The Devil’s In the Details
Slightly less offensive but no less a wonder is the attention to detail the system’s designers have put into 3D animation. This kind of unsolicited help appears to be a unique feature to Wal-mart’s self-checkout and one that appears to have its own pitfalls too. While I’m certain this on-the-fly training was started with the best of intentions, I have to wonder if it’s actually more of a hindrance to the user than anything else.
It seems to be trying to communicate spatial relationships. After I was done checking out my items, I decided to pay using my debit card, which requires me to use the credit card terminal located at the far right end of the checkout station (not ideal in itself, but that’s beyond the scope of this post). While the animation appears to be telling me to swipe my card, it’s implicitly also trying to orient me into where to perform this step on the station.
The problem is twofold:
- Showing me how to swipe my card is putting the cart before the horse. Those instructions are already displayed on the credit card station as a separate subtask. By focusing on the how, and only indirectly instructing the where, the sequence of events becomes out of sorts and doesn’t necessarily match up to my goal. I, as a user, now have to deduce the next step from an illustration with layered meaning. That can be time-consuming and frustrating for a user.
- There’s another problem in that the 3D images on the screen don’t necessarily match up to the station I’m using. There are similarities, yes, but the rendered station and the actual station appear different enough that a one-to-one comparison of the machines seems a necessary adjunct to understanding the message of the 3D animation. It isn’t. All that’s needed is a directional cue towards the credit card terminal, perhaps a color-coded sign on the screen that could be repeated on the physical display itself.
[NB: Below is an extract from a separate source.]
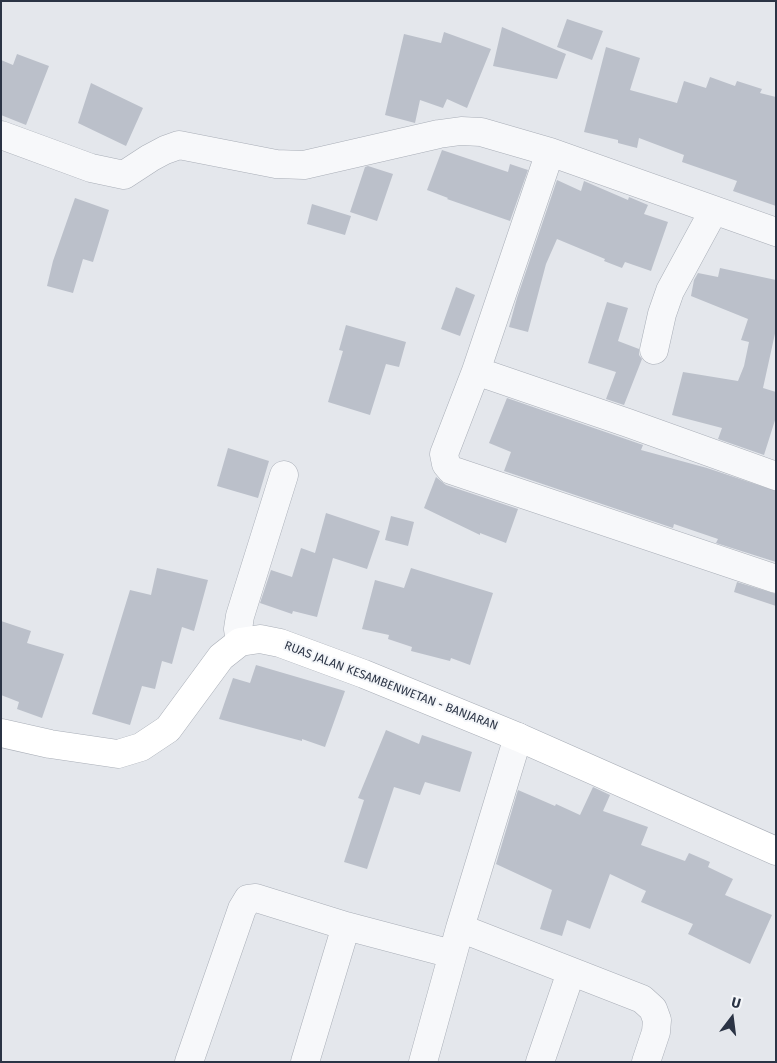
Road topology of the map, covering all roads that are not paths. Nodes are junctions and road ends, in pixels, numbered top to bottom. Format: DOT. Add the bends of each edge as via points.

Actually there’s another problem, the 3D simulation uses a slow panning effect to suggest areas of focus. This invariably increases the cognitive burden on the user, as the picture moves around suggesting different locations at each turn, while it simultaneously increases the wait time for the overall process. So not only do the 3D animations fail to do what they’ve more than likely been designed to do, they increase the frustration level for both the user and for everyone else waiting at the checkout counter.
I can’t say that this is the worst self service experience I’ve ever encountered, or ever will encounter as a customer, but I do see it as having the most jaw-dropping impact. Wal-mart, both as America’s #1 retailer and as an international model for business, should be setting the bar much, much higher. Self check-out could be made so much more efficient and less burdensome to the user, which would ultimately streamline the process as a whole and increase ease-of-use, among other benefits, for the consumer.
Eventually, I’m certain Wal-mart and the other stores will get it right. But until then, a lot of design analysis, observation, and empirical research needs to be collected for self-checkout systems to make their way down the express lane.